Connect Cursor to BigQuery with Google's MCP toolbox
Wire Cursor into BigQuery via Google's prebuilt MCP toolbox, merging it into ~/.cursor/mcp.json with jq so existing servers stay intact.
You can connect Cursor to BigQuery using Google’s prebuilt MCP toolbox. Once set up, Cursor can list tables, inspect schemas and run SQL queries. You do not need to write a custom server.
MCP (Model Context Protocol) is how Cursor talks to outside tools. The toolbox is a small program that connects Cursor to BigQuery. You do not need to build the integration yourself.
What you’ll achieve
- Cursor’s chat can list datasets, inspect table schemas, and run SQL against your BigQuery project.
- No custom MCP server code — you wire Cursor up to Google’s prebuilt toolbox binary via
~/.cursor/mcp.json.
Tutorial setup 4 prerequisites · 3 values
- Cursor — installed and signed in.
- A Google Cloud project — with the BigQuery API enabled.

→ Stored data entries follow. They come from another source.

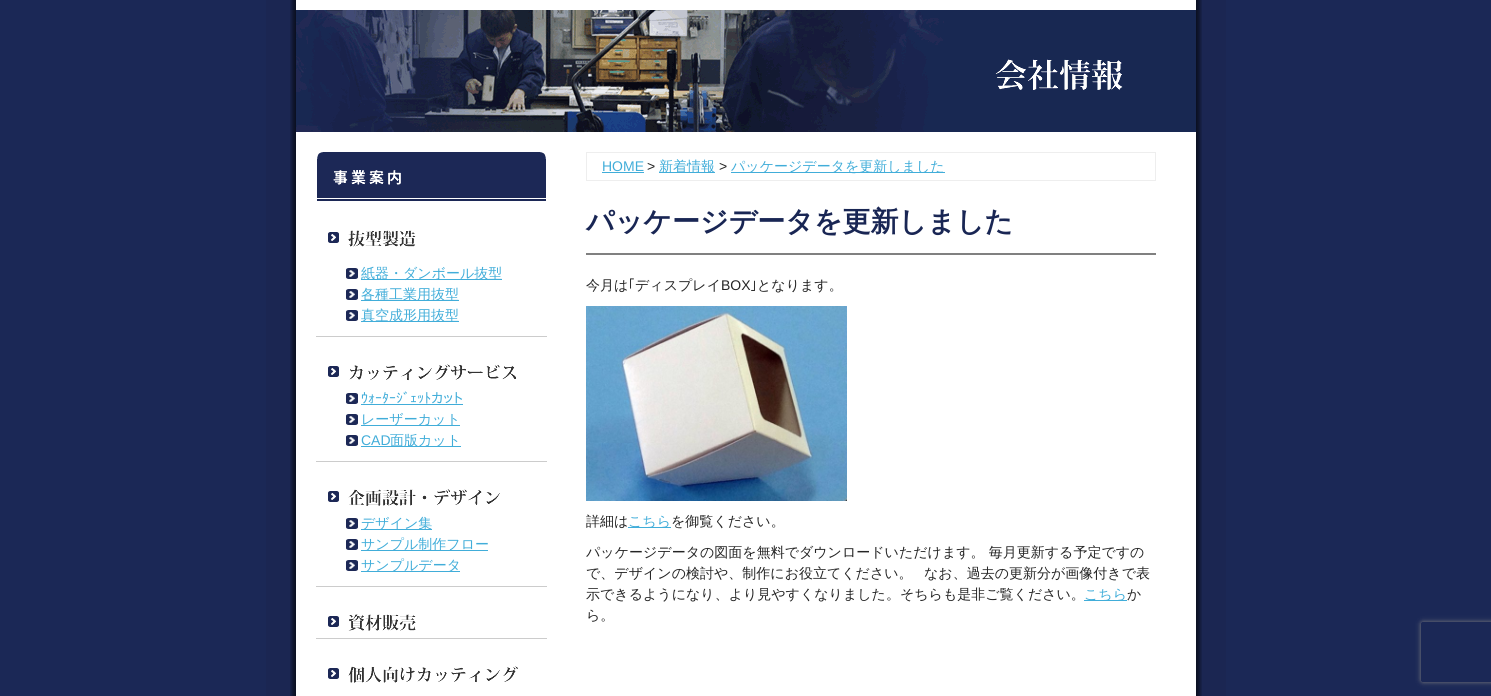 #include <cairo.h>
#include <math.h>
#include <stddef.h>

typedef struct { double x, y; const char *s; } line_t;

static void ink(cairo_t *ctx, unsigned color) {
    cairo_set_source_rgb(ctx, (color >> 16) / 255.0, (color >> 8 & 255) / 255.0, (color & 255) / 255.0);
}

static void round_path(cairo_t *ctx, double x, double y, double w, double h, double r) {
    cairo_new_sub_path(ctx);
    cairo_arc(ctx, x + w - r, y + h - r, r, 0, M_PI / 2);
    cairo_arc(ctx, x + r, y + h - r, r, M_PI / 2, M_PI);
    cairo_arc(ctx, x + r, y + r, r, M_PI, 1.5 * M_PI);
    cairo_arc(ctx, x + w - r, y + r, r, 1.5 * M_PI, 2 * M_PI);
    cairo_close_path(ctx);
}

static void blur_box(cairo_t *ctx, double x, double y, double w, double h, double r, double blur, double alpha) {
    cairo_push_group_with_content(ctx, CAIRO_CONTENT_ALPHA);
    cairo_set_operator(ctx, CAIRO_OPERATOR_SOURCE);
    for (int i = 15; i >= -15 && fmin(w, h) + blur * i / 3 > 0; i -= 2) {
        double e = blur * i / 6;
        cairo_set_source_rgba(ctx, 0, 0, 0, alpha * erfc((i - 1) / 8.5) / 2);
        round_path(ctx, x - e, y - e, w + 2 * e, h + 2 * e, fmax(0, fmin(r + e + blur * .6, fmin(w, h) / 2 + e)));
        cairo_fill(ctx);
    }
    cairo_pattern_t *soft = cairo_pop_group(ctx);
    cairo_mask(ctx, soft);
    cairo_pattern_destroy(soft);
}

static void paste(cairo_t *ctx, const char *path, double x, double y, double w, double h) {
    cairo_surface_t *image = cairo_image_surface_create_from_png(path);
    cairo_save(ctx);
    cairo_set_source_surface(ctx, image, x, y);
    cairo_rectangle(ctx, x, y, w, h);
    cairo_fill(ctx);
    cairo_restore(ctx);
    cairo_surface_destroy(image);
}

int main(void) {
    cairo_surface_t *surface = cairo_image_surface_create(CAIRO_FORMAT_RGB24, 1491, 696);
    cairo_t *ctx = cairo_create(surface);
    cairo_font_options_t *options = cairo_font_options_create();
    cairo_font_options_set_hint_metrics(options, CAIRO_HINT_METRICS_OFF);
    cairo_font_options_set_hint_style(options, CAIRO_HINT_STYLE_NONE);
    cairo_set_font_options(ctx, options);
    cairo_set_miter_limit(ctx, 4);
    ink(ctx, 0x1B2856);
    cairo_paint(ctx);
    paste(ctx, "media/1.png", 266, 0, 960, 696);
    paste(ctx, "media/2.png", 296, 10, 900, 122);
    paste(ctx, "media/3.png", 317, 152, 229, 49);
    paste(ctx, "media/4.png", 328, 230, 88, 17);
    paste(ctx, "media/5.png", 346, 268, 12, 11);
    ink(ctx, 0x41ADD9);
    cairo_rectangle(ctx, 361, 279, 141, 1);
    cairo_fill(ctx);
    cairo_select_font_face(ctx, "WenQuanYi Zen Hei Medium", CAIRO_FONT_SLANT_NORMAL, CAIRO_FONT_WEIGHT_NORMAL);
    cairo_set_font_size(ctx, 14);
    cairo_move_to(ctx, 361, 278);
    cairo_show_text(ctx, "紙器・ダンボール抜型");
    paste(ctx, "media/5.png", 346, 289, 12, 11);
    cairo_rectangle(ctx, 361, 300, 98, 1);
    cairo_fill(ctx);
    cairo_move_to(ctx, 361, 299);
    cairo_show_text(ctx, "各種工業用抜型");
    paste(ctx, "media/5.png", 346, 310, 12, 11);
    cairo_rectangle(ctx, 361, 321, 98, 1);
    cairo_fill(ctx);
    cairo_move_to(ctx, 361, 320);
    cairo_show_text(ctx, "真空成形用抜型");
    paste(ctx, "media/6.png", 316, 336, 231, 45);
    paste(ctx, "media/5.png", 346, 393, 12, 11);
    cairo_select_font_face(ctx, "IPAPGothic", CAIRO_FONT_SLANT_NORMAL, CAIRO_FONT_WEIGHT_NORMAL);
    cairo_move_to(ctx, 361, 403);
    cairo_show_text(ctx, "ｳｫｰﾀｰｼﾞｪｯﾄカット");
    cairo_rectangle(ctx, 361, 404, 102, 1);
    cairo_fill(ctx);
    paste(ctx, "media/5.png", 346, 414, 12, 11);
    cairo_rectangle(ctx, 361, 425, 99, 1);
    cairo_fill(ctx);
    cairo_select_font_face(ctx, "WenQuanYi Zen Hei Medium", CAIRO_FONT_SLANT_NORMAL, CAIRO_FONT_WEIGHT_NORMAL);
    cairo_move_to(ctx, 361, 424);
    cairo_show_text(ctx, "レーザーカット");
    paste(ctx, "media/5.png", 346, 435, 12, 11);
    cairo_select_font_face(ctx, "Liberation Sans", CAIRO_FONT_SLANT_NORMAL, CAIRO_FONT_WEIGHT_NORMAL);
    cairo_move_to(ctx, 361, 445);
    cairo_show_text(ctx, "CAD");
    cairo_rectangle(ctx, 361, 446, 100, 1);
    cairo_fill(ctx);
    cairo_select_font_face(ctx, "WenQuanYi Zen Hei Medium", CAIRO_FONT_SLANT_NORMAL, CAIRO_FONT_WEIGHT_NORMAL);
    cairo_move_to(ctx, 390, 445);
    cairo_show_text(ctx, "面版カット");
    paste(ctx, "media/7.png", 316, 461, 231, 45);
    paste(ctx, "media/5.png", 346, 518, 12, 11);
    cairo_rectangle(ctx, 361, 529, 71, 1);
    cairo_fill(ctx);
    cairo_move_to(ctx, 361, 528);
    cairo_show_text(ctx, "デザイン集");
    paste(ctx, "media/5.png", 346, 539, 12, 11);
    cairo_rectangle(ctx, 361, 550, 127, 1);
    cairo_fill(ctx);
    cairo_move_to(ctx, 361, 549);
    cairo_show_text(ctx, "サンプル制作フロー");
    paste(ctx, "media/5.png", 346, 560, 12, 11);
    cairo_rectangle(ctx, 361, 571, 99, 1);
    cairo_fill(ctx);
    cairo_move_to(ctx, 361, 570);
    cairo_show_text(ctx, "サンプルデータ");
    paste(ctx, "media/8.png", 316, 586, 231, 45);
    paste(ctx, "media/9.png", 316, 638, 231, 45);
    cairo_rectangle(ctx, 586.5, 152.5, 569, 28);
    ink(ctx, 0xEEEEEE);
    cairo_set_line_width(ctx, 1);
    cairo_stroke(ctx);
    cairo_select_font_face(ctx, "Liberation Sans", CAIRO_FONT_SLANT_NORMAL, CAIRO_FONT_WEIGHT_NORMAL);
    ink(ctx, 0x41ADD9);
    cairo_move_to(ctx, 602, 171);
    cairo_show_text(ctx, "HOME");
    cairo_rectangle(ctx, 602, 172, 42, 1);
    cairo_fill(ctx);
    ink(ctx, 0x252525);
    cairo_move_to(ctx, 647, 171);
    cairo_show_text(ctx, ">");
    ink(ctx, 0x41ADD9);
    cairo_rectangle(ctx, 659, 172, 56, 1);
    cairo_fill(ctx);
    cairo_select_font_face(ctx, "WenQuanYi Zen Hei Medium", CAIRO_FONT_SLANT_NORMAL, CAIRO_FONT_WEIGHT_NORMAL);
    cairo_move_to(ctx, 659, 171);
    cairo_show_text(ctx, "新着情報");
    cairo_select_font_face(ctx, "Liberation Sans", CAIRO_FONT_SLANT_NORMAL, CAIRO_FONT_WEIGHT_NORMAL);
    ink(ctx, 0x252525);
    cairo_move_to(ctx, 719, 171);
    cairo_show_text(ctx, ">");
    ink(ctx, 0x41ADD9);
    cairo_rectangle(ctx, 731, 172, 214, 1);
    cairo_fill(ctx);
    cairo_select_font_face(ctx, "WenQuanYi Zen Hei Medium", CAIRO_FONT_SLANT_NORMAL, CAIRO_FONT_WEIGHT_NORMAL);
    cairo_move_to(ctx, 731, 171);
    cairo_show_text(ctx, "パッケージデータを更新しました");
    ink(ctx, 0x808080);
    cairo_rectangle(ctx, 586, 253, 570, 2);
    cairo_fill(ctx);
    cairo_select_font_face(ctx, "WenQuanYi Zen Hei", CAIRO_FONT_SLANT_NORMAL, CAIRO_FONT_WEIGHT_BOLD);
    cairo_set_font_size(ctx, 28);
    ink(ctx, 0x192654);
    cairo_move_to(ctx, 586, 231);
    cairo_show_text(ctx, "パッケージデータを更新しました");
    cairo_select_font_face(ctx, "WenQuanYi Zen Hei Medium", CAIRO_FONT_SLANT_NORMAL, CAIRO_FONT_WEIGHT_NORMAL);
    cairo_set_font_size(ctx, 14);
    ink(ctx, 0x252525);
    cairo_move_to(ctx, 586, 290);
    cairo_show_text(ctx, "今月は");
    cairo_select_font_face(ctx, "IPAPGothic", CAIRO_FONT_SLANT_NORMAL, CAIRO_FONT_WEIGHT_NORMAL);
    cairo_move_to(ctx, 628, 290);
    cairo_show_text(ctx, "｢");
    cairo_select_font_face(ctx, "WenQuanYi Zen Hei Medium", CAIRO_FONT_SLANT_NORMAL, CAIRO_FONT_WEIGHT_NORMAL);
    cairo_move_to(ctx, 635, 290);
    cairo_show_text(ctx, "ディスプレイ");
    cairo_select_font_face(ctx, "Liberation Sans", CAIRO_FONT_SLANT_NORMAL, CAIRO_FONT_WEIGHT_NORMAL);
    cairo_move_to(ctx, 721, 290);
    cairo_show_text(ctx, "BOX");
    cairo_select_font_face(ctx, "IPAPGothic", CAIRO_FONT_SLANT_NORMAL, CAIRO_FONT_WEIGHT_NORMAL);
    cairo_move_to(ctx, 750, 290);
    cairo_show_text(ctx, "｣");
    cairo_select_font_face(ctx, "WenQuanYi Zen Hei Medium", CAIRO_FONT_SLANT_NORMAL, CAIRO_FONT_WEIGHT_NORMAL);
    cairo_move_to(ctx, 757, 290);
    cairo_show_text(ctx, "となります。");
    paste(ctx, "media/10.png", 586, 306, 261, 195);
    cairo_move_to(ctx, 586, 526);
    cairo_show_text(ctx, "詳細は");
    ink(ctx, 0x41ADD9);
    cairo_rectangle(ctx, 628, 527, 43, 1);
    cairo_fill(ctx);
    cairo_move_to(ctx, 628, 526);
    cairo_show_text(ctx, "こちら");
    ink(ctx, 0x252525);
    {
        static const line_t items[] = {
            {671, 526, "を御覧ください。"},
            {586, 557, "パッケージデータの図面を無料でダウンロードいただけます。 毎月更新する予定ですの"},
            {586, 578, "で、デザインの検討や、制作にお役立てください。"},
            {924, 578, "なお、過去の更新分が画像付きで表"},
            {586, 599, "示できるようになり、より見やすくなりました。そちらも是非ご覧ください。"},
        };
        for (size_t i = 0; i < sizeof items / sizeof *items; i++) {
            cairo_move_to(ctx, items[i].x, items[i].y);
            cairo_show_text(ctx, items[i].s);
        }
    }
    ink(ctx, 0x41ADD9);
    cairo_rectangle(ctx, 1084, 600, 43, 1);
    cairo_fill(ctx);
    cairo_move_to(ctx, 1084, 599);
    cairo_show_text(ctx, "こちら");
    ink(ctx, 0x252525);
    cairo_move_to(ctx, 1127, 599);
    cairo_show_text(ctx, "か");
    cairo_move_to(ctx, 586, 620);
    cairo_show_text(ctx, "ら。");
    cairo_save(ctx);
    cairo_set_fill_rule(ctx, CAIRO_FILL_RULE_EVEN_ODD);
    cairo_new_path(ctx);
    cairo_move_to(ctx, 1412, 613);
    cairo_line_to(ctx, 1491, 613);
    cairo_line_to(ctx, 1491, 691);
    cairo_line_to(ctx, 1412, 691);
    cairo_close_path(ctx);
    cairo_move_to(ctx, 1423, 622);
    cairo_line_to(ctx, 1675, 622);
    cairo_curve_to(ctx, 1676, 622, 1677, 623, 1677, 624);
    cairo_line_to(ctx, 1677, 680);
    cairo_curve_to(ctx, 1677, 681, 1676, 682, 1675, 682);
    cairo_line_to(ctx, 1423, 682);
    cairo_curve_to(ctx, 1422, 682, 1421, 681, 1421, 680);
    cairo_line_to(ctx, 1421, 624);
    cairo_curve_to(ctx, 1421, 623, 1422, 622, 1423, 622);
    cairo_close_path(ctx);
    cairo_clip(ctx);
    ink(ctx, 0x808080);
    blur_box(ctx, 1421, 622, 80, 60, 2, 2.5, 1);
    cairo_restore(ctx);
    cairo_surface_write_to_png(surface, "image.png");
    cairo_font_options_destroy(options);
    cairo_destroy(ctx);
    cairo_surface_destroy(surface);
    return 0;
}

- Application Default Credentials —
sign in once with
gcloud auth application-default login. Install gcloud on Mac if you have not done this yet. - jq — for editing the JSON config. On macOS:
brew install jq.
Step-by-step guide
Step 1: Install the toolbox
Download the binary to your home directory and make it executable:
mkdir -p ~/.mcp/toolbox && cd ~/.mcp/toolbox
curl -O https://storage.googleapis.com/genai-toolbox/v1.1.0/darwin/arm64/toolbox
chmod +x toolbox
No. Everything goes into your home directory. Cursor runs the toolbox as you. If a step asks for sudo, check the path. You have probably picked the wrong install location.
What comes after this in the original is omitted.